Q:  What happens if we are not sure that all our officials have taken an oath of office. How does that affect the decisions they have already made?

A:  Fortunately, the acts of officials who inadvertently have failed to take an oath of office are generally valid as the decisions of “de facto” officials. “It is held here and everywhere that one who assumes a public office under color of an election or appointment illegal in fact is a de facto officer, and his official acts are valid as to third persons when they are not from their nature or by express statutory enactment void.”  State v. Boiselle, 83 N.H. 339, 341 (1928). “To qualify as a de facto officer, the officer’s title need not be good in law but she must be in unobstructed possession of her office and discharging its duties in full view of the public.” State v. Doyle, 156 N.H. 306, 310 (2007). Needless to say, the official should be sworn in as soon as the error is detected.

Q:  What happens if a term of office has expired but we have not yet appointed or reappointed an office holder?

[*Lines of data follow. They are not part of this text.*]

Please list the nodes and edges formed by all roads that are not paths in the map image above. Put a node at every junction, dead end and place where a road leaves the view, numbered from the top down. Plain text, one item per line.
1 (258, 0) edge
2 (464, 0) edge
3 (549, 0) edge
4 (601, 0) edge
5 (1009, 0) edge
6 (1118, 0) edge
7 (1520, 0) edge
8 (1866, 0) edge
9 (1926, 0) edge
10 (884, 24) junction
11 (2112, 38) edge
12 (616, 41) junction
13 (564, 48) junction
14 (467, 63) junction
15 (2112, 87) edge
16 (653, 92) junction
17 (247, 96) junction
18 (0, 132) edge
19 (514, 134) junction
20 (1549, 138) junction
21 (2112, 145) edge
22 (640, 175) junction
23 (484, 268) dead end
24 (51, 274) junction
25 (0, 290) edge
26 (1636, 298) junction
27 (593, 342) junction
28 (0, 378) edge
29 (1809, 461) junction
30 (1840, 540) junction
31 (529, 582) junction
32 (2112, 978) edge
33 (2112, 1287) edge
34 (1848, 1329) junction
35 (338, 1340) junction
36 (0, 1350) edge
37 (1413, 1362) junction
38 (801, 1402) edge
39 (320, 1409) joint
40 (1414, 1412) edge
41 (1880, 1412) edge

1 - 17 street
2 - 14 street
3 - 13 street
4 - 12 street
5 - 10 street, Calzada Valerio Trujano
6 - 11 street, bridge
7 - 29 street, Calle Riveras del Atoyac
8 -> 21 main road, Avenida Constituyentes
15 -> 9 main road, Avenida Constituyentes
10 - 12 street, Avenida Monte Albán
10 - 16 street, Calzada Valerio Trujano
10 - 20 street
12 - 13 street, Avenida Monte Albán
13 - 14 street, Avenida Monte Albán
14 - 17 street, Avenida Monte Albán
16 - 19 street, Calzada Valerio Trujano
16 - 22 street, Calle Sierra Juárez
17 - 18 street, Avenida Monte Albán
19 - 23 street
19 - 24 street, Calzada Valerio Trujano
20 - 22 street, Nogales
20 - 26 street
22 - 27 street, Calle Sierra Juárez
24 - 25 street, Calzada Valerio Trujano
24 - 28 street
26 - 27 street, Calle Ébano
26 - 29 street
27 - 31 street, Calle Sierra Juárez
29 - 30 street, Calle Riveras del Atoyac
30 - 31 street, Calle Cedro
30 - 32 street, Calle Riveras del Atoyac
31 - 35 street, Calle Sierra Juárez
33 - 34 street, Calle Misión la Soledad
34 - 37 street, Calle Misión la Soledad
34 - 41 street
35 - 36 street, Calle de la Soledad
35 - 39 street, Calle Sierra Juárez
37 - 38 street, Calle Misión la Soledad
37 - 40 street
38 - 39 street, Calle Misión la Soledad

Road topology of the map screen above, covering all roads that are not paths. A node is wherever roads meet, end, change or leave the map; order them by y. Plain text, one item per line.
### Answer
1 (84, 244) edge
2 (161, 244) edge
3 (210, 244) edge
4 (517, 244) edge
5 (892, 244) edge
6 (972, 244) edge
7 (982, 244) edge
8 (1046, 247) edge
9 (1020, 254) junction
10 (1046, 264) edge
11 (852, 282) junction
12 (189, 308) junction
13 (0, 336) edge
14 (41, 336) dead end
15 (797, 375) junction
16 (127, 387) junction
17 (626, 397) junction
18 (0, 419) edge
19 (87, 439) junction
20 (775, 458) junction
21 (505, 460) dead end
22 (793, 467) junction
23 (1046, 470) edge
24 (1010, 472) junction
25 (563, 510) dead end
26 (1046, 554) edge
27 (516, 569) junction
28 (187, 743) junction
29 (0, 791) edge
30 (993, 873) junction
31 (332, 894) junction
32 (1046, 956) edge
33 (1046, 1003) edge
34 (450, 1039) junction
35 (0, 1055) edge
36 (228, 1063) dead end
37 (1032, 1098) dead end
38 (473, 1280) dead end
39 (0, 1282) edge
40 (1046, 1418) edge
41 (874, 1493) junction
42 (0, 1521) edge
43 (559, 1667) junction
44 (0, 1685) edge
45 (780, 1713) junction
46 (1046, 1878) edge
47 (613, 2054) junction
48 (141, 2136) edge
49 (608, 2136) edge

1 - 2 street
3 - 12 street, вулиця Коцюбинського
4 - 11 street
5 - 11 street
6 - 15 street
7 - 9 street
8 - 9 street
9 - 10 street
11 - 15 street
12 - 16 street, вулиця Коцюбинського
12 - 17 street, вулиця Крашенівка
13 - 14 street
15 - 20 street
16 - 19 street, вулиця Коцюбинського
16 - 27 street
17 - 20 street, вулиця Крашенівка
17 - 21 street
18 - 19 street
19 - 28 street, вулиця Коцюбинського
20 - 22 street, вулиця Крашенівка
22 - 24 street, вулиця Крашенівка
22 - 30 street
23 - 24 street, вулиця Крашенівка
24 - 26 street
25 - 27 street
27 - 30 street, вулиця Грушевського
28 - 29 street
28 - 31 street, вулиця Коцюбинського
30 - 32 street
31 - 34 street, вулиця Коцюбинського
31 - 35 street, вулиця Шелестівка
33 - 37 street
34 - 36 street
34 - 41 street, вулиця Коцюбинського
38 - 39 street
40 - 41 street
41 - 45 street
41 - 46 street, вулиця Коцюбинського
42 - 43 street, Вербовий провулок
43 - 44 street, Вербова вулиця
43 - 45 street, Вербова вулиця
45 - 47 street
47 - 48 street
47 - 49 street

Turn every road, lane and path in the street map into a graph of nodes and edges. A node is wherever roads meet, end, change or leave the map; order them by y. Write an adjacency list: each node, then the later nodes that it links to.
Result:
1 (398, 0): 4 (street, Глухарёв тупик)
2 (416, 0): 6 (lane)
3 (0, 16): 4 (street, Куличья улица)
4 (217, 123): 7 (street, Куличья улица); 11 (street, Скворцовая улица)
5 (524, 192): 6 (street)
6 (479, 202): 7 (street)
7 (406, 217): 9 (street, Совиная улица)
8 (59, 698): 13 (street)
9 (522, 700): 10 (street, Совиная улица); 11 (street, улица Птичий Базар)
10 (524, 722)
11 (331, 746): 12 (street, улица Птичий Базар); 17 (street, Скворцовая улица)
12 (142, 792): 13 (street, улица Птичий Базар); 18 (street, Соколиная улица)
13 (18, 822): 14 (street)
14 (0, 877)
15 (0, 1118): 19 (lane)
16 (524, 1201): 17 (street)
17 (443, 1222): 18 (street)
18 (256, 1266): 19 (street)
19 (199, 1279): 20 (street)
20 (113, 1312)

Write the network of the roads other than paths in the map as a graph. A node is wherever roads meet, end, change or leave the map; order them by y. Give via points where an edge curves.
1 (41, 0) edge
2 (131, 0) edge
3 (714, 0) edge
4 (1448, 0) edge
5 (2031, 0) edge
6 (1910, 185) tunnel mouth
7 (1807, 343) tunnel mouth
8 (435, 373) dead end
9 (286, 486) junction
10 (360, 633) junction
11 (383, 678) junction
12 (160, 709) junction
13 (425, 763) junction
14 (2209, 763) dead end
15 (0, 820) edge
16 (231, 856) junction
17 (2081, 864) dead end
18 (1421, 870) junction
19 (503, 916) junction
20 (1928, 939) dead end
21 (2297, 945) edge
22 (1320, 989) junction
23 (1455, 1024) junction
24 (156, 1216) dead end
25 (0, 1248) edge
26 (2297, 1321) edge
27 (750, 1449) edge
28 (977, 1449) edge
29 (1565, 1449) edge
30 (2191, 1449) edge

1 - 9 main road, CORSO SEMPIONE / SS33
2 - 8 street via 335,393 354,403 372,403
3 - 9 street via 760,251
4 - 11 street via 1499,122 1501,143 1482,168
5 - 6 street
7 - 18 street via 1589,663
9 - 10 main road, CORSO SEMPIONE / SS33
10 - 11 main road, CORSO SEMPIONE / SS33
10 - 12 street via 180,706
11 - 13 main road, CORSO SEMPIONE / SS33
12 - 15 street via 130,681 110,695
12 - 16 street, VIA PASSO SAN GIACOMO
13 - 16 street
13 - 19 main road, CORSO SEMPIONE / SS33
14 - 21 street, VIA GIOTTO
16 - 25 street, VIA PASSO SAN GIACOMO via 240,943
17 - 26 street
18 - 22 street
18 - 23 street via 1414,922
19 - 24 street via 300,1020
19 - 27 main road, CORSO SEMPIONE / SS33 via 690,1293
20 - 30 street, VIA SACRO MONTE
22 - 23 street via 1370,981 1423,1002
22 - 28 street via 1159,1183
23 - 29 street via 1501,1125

A:  Under RSA 41:3 “all town officers shall continue in office until the next annual meeting and until others shall be chosen or appointed and qualified in their stead, except in cases where the law otherwise directs.”  This means that for elected officials they continue to hold office, and may conduct public business until any newly elected officials are sworn in.  For appointed officials, RSA 41:57-a provides that “the term of office of any appointed town officer shall begin upon his or her appointment and qualification for office and shall end upon the appointment and qualification of his or her successor.” So, if the incumbent is willing, he or she is entitled to serve on a holdover basis until a replacement is appointed and sworn in. The terms of office of land use board members are explicitly extended until a successor has been appointed and qualified.  RSA 673:5, III.

Q:  What happens if a person who has been elected fails to take the oath of office?

 A:  A vacancy is declared if after his election a person fails to take the oath of office within the prescribed time period.  RSA 652:12, IV.  Under RSA 42:6, the time for taking the oath is not later than 30 days after the person’s election (except for a delay occasion by postponement under Emergency Order #83).   

Q:  How does the oath of office govern the conduct of the office holder?

 A:  In general, not complying with the oath of office by not upholding the New Hampshire or US Constitutions, or by not discharging public duties consistent with New Hampshire law and regulations, can be a basis for being removed from office. RSA 42:1/

Under RSA 42:1-a, the Superior Court can remove an office holder for divulging confidential information learned by virtue of his official position, or in the course of his official duties if:

(a) A public body properly voted to withhold that information from the public by a vote of 2/3, as required by RSA 91-A:3, III, and if divulgence of such information would constitute an invasion of privacy, or would adversely affect the reputation of some person other than a member of the public body or would render proposed municipal action ineffective; or

(b) The officer knew or reasonably should have known that the information was exempt from disclosure pursuant to RSA 91-A:5, and that its divulgence would constitute an invasion of privacy, or would adversely affect the reputation of some person other than a member of the public body or agency, or would render proposed municipal action ineffective.